On the term “gradient-free” in Machine Learning

Disclaimer: I am uncertain about the origin of these terms. As far as I can tell the term "gradient-free" is primarily used in Computer Science, though the words are borrowed from paradigms in Mathematical Optimization. I do not object to the use of "gradient-free" to characterize methods which intentionally employ significantly non-local information about the function being optimized.

I work within Computer Science on black-box optimization algorithms which are referred to as “gradient-free” methods. The meaning of this term is opaque to outsiders, but clear(-ish) to practitioners: it means that the gradient is not explicitly calculated using knowledge about the function, typically via a backpropagation algorithm. This results in such constructions as “Stochastic Gradient Descent”, the descent of a “stochastic gradient”, determined by a randomly sampled set of inputs on which the “gradient” was calculated.

This is a misunderstanding of the notion of gradient. Given a function $f(x)$, the gradient $\nabla f(x)$ is the direction in which $f$ increases most quickly from the point $x$. As the existence of “stochastic gradient descent” suggests, we usually do not have information sufficient to find the true gradient of the functions we want to optimize in Machine Learning, because we optimize $x$ for a function $f$ which is the expectation of a function $g$ over a distribution which we do not have access to;

$$f(x) = \underset{x \sim X}{\mathbb{E}}[g(x)].$$

But not using the complete details of the function is precisely the reason that black-box algorithms are called “gradient-free”. While it is true that “gradient-based” methods are capable of obtaining the gradient of a different function from that which they seek to optimize, this still isn't the relevant gradient.
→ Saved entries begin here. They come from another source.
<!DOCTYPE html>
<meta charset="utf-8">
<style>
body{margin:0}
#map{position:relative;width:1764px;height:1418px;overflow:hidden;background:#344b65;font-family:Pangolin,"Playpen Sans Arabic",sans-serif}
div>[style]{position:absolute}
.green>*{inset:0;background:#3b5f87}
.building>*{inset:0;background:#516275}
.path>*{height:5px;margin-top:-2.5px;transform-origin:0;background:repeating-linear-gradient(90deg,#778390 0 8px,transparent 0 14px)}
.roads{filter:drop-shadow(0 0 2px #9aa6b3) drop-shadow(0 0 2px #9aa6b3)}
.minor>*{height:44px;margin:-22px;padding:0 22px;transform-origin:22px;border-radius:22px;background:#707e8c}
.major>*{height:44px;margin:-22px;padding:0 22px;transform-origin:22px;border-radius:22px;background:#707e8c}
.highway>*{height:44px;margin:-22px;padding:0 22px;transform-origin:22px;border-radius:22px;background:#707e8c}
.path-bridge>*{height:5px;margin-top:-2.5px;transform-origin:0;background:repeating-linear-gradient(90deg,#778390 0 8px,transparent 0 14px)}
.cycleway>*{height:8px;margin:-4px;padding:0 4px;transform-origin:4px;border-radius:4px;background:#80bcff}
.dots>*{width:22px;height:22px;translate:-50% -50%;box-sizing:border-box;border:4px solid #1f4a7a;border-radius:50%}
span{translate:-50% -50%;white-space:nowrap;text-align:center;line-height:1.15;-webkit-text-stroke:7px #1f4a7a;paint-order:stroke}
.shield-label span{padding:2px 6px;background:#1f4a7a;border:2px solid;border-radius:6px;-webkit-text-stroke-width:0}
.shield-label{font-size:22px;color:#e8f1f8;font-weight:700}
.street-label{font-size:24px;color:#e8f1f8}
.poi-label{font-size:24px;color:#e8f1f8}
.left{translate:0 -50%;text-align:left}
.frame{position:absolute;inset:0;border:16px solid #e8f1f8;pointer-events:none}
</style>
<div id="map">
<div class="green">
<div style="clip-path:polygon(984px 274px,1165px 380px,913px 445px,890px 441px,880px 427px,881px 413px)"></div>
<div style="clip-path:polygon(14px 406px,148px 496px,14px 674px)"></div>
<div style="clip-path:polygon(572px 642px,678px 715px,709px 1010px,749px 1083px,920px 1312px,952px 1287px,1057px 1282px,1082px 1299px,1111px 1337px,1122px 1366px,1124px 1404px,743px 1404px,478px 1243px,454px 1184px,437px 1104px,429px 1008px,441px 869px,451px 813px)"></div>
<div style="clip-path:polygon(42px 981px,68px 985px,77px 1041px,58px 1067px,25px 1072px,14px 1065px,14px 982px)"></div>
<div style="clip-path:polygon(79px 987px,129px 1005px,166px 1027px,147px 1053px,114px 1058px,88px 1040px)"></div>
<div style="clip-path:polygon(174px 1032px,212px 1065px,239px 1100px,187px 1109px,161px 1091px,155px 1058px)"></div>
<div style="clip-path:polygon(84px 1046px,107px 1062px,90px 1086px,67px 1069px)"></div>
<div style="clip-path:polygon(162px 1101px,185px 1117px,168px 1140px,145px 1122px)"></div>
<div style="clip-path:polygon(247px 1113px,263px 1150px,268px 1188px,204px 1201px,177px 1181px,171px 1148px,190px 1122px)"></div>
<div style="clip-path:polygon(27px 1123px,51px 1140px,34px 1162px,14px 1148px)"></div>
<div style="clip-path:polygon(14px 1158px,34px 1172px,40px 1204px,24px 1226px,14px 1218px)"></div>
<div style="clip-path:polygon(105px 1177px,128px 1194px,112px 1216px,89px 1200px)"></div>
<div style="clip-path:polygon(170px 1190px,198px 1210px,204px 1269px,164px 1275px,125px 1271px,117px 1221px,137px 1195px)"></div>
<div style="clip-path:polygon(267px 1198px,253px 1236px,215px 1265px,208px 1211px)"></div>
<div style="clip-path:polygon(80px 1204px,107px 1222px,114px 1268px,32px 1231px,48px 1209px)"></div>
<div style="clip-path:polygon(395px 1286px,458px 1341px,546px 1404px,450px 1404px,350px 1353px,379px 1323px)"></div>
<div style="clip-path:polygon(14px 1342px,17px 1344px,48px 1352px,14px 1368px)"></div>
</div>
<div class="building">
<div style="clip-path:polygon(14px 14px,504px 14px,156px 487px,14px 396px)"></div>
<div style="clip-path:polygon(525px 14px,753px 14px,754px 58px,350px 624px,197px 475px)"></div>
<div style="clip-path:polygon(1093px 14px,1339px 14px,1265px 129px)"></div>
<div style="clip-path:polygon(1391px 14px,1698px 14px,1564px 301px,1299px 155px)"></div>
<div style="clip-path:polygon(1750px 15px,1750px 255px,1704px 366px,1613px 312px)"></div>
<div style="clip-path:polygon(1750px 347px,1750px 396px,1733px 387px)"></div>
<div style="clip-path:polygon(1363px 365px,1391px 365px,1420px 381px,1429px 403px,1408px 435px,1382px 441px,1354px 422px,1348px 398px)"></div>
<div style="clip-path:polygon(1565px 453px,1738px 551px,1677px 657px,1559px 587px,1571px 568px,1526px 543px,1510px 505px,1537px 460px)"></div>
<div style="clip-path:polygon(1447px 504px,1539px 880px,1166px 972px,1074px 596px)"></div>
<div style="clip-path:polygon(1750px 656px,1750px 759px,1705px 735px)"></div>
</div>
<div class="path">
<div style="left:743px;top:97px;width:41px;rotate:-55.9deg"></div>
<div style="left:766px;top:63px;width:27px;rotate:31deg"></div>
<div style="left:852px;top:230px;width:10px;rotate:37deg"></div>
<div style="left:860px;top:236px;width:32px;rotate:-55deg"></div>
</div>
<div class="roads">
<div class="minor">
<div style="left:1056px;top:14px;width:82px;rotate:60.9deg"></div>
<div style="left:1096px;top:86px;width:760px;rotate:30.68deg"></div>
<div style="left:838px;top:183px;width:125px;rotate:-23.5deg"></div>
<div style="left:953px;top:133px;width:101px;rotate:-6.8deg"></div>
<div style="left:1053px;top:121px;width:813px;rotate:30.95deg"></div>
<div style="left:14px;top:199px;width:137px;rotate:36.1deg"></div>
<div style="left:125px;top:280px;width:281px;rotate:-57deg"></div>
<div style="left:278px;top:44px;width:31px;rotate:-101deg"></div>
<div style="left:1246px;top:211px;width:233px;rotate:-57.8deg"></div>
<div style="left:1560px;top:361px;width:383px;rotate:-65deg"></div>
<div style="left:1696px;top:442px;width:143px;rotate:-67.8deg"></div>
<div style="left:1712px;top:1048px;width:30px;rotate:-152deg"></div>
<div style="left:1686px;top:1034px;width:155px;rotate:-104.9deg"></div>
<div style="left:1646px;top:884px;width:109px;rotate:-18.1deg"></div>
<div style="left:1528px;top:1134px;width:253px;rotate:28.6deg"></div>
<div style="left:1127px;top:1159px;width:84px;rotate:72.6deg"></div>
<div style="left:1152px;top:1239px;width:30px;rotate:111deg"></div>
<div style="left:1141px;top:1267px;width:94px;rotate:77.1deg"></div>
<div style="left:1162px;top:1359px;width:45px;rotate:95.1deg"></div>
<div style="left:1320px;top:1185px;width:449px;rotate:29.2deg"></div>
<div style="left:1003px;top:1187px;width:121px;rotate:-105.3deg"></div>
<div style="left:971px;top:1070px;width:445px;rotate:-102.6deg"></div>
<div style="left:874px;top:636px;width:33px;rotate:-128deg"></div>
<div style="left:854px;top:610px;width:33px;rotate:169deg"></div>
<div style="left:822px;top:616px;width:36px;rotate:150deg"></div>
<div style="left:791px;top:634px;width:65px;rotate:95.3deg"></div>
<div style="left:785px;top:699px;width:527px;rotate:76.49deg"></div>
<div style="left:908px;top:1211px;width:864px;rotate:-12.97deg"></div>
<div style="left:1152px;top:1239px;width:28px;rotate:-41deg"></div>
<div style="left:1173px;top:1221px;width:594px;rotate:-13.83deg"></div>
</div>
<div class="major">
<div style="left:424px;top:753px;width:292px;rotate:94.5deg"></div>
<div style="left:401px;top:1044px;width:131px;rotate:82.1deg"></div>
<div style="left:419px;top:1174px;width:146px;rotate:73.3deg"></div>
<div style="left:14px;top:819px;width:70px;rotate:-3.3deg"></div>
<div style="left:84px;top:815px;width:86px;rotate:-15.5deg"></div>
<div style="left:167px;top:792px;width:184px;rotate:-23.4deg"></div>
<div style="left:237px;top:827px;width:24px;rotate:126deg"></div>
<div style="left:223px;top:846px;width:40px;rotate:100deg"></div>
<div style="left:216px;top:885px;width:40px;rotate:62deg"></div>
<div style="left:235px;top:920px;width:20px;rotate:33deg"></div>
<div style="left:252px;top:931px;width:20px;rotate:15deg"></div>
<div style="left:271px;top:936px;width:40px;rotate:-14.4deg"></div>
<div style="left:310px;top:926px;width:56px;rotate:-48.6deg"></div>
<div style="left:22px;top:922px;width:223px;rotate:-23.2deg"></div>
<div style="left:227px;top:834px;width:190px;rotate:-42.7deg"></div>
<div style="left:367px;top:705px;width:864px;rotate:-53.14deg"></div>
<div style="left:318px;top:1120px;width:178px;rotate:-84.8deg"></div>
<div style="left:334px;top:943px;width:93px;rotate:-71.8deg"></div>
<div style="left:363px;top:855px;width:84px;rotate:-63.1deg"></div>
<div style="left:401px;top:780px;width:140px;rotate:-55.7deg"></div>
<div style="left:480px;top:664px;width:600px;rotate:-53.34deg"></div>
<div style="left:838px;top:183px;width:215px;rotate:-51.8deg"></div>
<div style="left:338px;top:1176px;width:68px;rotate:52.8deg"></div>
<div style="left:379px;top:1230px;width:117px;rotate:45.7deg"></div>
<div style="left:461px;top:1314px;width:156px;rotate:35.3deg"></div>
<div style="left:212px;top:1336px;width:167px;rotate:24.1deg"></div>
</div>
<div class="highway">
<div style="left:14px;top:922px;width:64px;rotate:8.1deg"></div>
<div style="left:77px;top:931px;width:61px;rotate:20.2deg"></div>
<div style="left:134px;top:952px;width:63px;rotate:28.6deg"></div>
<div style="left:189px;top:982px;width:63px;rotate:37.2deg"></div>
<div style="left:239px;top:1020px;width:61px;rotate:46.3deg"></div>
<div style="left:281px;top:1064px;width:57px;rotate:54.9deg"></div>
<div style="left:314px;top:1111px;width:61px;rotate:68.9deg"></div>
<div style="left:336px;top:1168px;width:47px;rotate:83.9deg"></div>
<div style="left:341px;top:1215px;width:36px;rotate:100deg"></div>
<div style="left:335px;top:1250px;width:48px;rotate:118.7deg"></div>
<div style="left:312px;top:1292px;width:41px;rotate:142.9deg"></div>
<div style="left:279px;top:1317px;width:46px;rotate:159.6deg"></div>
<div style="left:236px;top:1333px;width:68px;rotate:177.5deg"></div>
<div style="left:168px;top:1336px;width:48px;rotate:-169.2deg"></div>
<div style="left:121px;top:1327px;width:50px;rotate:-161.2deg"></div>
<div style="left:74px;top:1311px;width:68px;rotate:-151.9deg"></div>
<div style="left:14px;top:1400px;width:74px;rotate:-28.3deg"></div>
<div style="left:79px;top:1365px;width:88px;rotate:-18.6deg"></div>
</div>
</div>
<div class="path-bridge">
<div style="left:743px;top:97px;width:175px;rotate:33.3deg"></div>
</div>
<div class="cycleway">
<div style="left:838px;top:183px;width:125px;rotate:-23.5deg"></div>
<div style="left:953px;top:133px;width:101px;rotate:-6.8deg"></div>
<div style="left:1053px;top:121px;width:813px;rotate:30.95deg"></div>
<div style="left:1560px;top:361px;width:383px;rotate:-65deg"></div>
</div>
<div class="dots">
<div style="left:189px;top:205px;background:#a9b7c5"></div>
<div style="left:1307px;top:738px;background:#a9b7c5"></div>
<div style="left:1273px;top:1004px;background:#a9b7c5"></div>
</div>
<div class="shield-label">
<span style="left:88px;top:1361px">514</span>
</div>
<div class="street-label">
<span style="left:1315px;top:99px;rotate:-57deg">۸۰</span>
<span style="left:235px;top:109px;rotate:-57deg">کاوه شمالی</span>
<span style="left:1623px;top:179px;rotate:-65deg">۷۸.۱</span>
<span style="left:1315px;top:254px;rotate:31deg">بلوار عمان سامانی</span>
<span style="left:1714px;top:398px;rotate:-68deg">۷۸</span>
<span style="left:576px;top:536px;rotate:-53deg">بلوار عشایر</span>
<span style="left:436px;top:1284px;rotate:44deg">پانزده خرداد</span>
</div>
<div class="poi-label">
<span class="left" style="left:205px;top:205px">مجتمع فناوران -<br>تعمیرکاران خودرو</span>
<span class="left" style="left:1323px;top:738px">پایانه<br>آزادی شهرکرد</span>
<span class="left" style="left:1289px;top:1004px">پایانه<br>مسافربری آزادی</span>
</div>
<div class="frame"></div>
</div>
Indeed, any vector would be the gradient of some function. Further, the term suggests that a mechanism other than determining the direction of greatest local improvement is used to calculate update directions in gradient-free methods, when this usually is not the case. Instead, “gradient-free” methods rely either on gradient approximation or on calculation of directions very similar to the gradient. This is nearly the definition of a local, rather than global optimization process.
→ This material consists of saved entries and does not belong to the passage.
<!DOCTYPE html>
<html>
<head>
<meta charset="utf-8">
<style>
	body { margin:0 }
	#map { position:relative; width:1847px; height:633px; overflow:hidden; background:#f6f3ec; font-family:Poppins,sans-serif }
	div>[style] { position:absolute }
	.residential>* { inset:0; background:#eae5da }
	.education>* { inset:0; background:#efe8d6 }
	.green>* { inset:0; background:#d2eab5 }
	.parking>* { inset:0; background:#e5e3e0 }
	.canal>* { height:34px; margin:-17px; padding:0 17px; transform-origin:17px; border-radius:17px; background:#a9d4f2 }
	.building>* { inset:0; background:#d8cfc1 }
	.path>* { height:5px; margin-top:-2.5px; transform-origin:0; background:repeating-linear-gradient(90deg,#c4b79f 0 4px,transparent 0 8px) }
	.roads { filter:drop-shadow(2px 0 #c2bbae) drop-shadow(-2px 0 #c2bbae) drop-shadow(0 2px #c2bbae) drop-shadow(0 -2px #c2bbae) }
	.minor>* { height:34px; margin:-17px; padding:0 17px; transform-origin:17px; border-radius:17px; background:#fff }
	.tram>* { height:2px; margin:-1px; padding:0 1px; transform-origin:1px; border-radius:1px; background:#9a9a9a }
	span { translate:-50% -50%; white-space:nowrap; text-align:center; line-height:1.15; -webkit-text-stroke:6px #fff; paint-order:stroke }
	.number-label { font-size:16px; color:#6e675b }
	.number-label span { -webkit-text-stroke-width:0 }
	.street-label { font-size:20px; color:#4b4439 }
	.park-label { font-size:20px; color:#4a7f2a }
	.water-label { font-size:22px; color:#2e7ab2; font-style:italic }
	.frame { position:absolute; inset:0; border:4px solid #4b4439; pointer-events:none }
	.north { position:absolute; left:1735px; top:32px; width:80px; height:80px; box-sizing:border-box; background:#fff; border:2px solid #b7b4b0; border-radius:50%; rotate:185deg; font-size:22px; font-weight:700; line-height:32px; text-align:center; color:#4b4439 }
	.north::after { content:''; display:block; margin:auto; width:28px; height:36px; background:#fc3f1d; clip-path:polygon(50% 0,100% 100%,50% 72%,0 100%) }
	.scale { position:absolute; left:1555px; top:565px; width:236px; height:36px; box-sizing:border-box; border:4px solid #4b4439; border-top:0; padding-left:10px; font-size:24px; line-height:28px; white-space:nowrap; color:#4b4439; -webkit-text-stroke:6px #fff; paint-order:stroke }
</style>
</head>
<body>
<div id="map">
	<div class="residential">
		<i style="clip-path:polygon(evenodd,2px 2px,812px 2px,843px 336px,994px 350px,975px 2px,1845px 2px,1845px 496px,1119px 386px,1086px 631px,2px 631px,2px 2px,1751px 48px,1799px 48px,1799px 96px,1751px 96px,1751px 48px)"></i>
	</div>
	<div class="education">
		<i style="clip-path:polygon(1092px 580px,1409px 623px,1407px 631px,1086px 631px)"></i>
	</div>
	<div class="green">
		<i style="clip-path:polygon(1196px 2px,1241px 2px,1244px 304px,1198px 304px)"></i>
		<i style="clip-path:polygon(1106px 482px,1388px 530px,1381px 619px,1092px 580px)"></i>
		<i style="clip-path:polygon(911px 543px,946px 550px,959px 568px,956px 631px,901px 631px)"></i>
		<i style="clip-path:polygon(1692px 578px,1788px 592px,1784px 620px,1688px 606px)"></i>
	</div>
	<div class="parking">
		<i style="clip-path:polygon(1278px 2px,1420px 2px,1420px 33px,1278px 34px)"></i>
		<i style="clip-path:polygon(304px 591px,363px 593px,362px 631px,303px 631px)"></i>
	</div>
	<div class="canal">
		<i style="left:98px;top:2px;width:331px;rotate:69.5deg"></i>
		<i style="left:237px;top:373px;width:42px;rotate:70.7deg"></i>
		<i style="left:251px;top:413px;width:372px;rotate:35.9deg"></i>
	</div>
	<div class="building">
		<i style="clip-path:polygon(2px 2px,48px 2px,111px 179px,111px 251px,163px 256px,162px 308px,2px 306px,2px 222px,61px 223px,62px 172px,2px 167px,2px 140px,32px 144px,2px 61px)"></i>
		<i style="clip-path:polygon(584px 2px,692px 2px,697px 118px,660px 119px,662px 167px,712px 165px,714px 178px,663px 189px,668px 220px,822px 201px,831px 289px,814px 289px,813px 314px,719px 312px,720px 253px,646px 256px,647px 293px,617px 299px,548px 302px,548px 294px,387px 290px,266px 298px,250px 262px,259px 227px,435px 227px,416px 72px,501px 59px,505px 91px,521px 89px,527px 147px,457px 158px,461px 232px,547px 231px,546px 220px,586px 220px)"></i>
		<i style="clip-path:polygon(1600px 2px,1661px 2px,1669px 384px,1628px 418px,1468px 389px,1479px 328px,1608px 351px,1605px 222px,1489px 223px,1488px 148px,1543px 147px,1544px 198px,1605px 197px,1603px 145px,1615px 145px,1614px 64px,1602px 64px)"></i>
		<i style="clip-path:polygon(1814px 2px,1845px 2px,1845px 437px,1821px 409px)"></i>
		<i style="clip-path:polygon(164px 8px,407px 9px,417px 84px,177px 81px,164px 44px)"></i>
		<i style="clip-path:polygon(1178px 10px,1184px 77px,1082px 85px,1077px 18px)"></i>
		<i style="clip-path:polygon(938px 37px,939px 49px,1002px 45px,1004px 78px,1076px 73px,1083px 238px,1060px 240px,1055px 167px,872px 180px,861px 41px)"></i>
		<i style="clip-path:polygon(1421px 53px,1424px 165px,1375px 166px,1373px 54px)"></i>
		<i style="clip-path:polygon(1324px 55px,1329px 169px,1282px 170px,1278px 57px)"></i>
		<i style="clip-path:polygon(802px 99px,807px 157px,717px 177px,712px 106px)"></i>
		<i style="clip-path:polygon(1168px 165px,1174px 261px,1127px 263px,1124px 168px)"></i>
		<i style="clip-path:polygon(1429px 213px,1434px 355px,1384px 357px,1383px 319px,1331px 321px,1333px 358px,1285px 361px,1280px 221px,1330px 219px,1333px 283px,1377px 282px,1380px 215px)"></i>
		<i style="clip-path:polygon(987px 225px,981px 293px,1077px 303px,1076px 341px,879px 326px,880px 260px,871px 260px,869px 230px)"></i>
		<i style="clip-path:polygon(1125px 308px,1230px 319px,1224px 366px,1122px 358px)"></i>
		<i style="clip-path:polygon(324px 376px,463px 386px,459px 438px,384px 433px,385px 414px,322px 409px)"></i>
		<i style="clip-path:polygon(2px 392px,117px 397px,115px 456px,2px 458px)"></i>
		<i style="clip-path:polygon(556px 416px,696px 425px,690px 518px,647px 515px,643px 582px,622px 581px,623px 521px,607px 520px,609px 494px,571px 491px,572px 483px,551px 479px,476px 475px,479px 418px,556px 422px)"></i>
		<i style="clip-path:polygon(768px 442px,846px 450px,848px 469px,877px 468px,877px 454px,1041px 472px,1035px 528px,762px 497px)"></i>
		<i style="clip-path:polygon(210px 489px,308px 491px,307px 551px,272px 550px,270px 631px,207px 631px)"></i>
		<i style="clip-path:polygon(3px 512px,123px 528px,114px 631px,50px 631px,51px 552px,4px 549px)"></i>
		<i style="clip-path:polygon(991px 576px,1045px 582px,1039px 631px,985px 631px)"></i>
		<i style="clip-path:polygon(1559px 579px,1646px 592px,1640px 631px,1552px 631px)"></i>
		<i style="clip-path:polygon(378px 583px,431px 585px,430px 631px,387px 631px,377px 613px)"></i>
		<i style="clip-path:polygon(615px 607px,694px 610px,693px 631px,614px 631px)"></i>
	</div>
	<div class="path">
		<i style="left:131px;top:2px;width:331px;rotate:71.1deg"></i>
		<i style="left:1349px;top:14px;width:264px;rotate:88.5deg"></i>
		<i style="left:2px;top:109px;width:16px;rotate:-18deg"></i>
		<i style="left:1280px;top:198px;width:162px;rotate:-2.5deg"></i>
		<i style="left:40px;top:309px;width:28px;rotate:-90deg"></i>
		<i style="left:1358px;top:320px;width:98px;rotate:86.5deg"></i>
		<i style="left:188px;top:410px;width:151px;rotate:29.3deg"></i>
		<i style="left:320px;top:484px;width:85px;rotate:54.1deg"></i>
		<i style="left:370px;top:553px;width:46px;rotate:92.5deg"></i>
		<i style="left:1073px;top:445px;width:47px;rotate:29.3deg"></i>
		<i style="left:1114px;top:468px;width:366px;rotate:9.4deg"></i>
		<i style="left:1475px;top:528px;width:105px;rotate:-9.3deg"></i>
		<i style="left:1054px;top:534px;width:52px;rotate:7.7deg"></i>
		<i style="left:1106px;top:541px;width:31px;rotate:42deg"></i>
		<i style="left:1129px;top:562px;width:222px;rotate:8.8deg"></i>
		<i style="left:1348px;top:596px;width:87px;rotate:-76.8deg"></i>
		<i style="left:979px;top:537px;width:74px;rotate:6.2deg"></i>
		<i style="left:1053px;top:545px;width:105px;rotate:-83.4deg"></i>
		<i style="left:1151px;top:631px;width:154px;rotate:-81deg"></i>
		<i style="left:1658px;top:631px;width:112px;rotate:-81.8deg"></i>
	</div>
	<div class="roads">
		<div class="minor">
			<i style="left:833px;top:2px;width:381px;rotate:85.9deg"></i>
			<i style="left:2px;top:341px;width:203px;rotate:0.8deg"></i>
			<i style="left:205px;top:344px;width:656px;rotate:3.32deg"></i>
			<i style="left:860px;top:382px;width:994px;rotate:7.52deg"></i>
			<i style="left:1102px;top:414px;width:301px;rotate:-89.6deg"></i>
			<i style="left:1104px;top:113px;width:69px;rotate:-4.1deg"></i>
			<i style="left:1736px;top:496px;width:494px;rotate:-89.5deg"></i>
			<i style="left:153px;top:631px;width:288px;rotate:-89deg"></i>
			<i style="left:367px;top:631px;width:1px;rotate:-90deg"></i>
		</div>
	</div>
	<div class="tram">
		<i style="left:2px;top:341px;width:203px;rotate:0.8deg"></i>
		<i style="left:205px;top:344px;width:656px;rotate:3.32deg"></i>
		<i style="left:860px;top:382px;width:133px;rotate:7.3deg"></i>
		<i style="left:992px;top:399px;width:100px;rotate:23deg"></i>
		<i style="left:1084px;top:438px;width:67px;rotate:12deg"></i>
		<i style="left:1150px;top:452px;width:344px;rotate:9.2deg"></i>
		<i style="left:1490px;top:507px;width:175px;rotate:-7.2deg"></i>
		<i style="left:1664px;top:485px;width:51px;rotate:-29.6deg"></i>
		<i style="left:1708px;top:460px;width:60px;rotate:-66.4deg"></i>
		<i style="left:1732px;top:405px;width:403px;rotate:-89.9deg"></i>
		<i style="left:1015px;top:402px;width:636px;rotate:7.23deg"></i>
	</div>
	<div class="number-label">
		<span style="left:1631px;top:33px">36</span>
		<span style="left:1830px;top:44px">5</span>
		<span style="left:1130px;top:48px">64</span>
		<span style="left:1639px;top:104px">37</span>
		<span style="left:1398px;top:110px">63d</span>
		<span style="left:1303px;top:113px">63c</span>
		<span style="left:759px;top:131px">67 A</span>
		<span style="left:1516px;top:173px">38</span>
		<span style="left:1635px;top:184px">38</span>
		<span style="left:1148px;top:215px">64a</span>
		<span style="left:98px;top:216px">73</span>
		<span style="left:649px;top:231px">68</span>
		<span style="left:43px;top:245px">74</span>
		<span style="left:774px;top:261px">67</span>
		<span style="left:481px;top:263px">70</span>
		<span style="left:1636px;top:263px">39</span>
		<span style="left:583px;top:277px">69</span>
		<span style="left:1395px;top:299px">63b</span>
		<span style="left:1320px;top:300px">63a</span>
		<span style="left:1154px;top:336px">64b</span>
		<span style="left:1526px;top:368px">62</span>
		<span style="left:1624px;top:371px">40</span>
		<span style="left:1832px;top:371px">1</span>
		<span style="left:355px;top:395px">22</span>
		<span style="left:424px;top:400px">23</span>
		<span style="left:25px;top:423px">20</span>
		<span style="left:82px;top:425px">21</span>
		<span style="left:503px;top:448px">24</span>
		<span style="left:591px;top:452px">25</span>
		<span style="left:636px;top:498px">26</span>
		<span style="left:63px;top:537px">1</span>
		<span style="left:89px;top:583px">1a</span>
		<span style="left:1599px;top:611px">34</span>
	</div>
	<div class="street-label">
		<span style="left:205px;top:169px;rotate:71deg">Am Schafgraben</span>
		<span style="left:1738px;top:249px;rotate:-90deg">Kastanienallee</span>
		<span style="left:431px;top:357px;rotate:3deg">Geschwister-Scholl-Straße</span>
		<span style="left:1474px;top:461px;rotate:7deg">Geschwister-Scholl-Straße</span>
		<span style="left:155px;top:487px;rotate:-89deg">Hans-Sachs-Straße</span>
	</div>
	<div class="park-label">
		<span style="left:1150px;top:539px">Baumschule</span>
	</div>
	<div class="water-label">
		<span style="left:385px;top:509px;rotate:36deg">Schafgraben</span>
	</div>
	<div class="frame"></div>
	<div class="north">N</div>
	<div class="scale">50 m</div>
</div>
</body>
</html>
It is for this reason that I oppose the nomenclature which currently distinguishes methods which employ analytic calculation of gradients from those which employ alternative methods of gradient calculation; the true gradient is not present in either and the word “gradient” is a poor way to distinguish stochastic gradients which are calculated using analytic methods from those which are calculated using empirical ones. The true difference here is with regard to the method of gradient calculation. A better scheme might delineate between “direct-gradient” methods, such as stochastic gradient descent, and “indirect-gradient” methods, such as finite differences. This would make much clearer two important facts about these methods: 1) they approximate gradients, and 2) they approximate gradients; neither is capable of calculating the true gradient in a normal machine learning problem, and both are in concept capable of producing arbitrarily precise approximations of the gradient given sufficient information and time.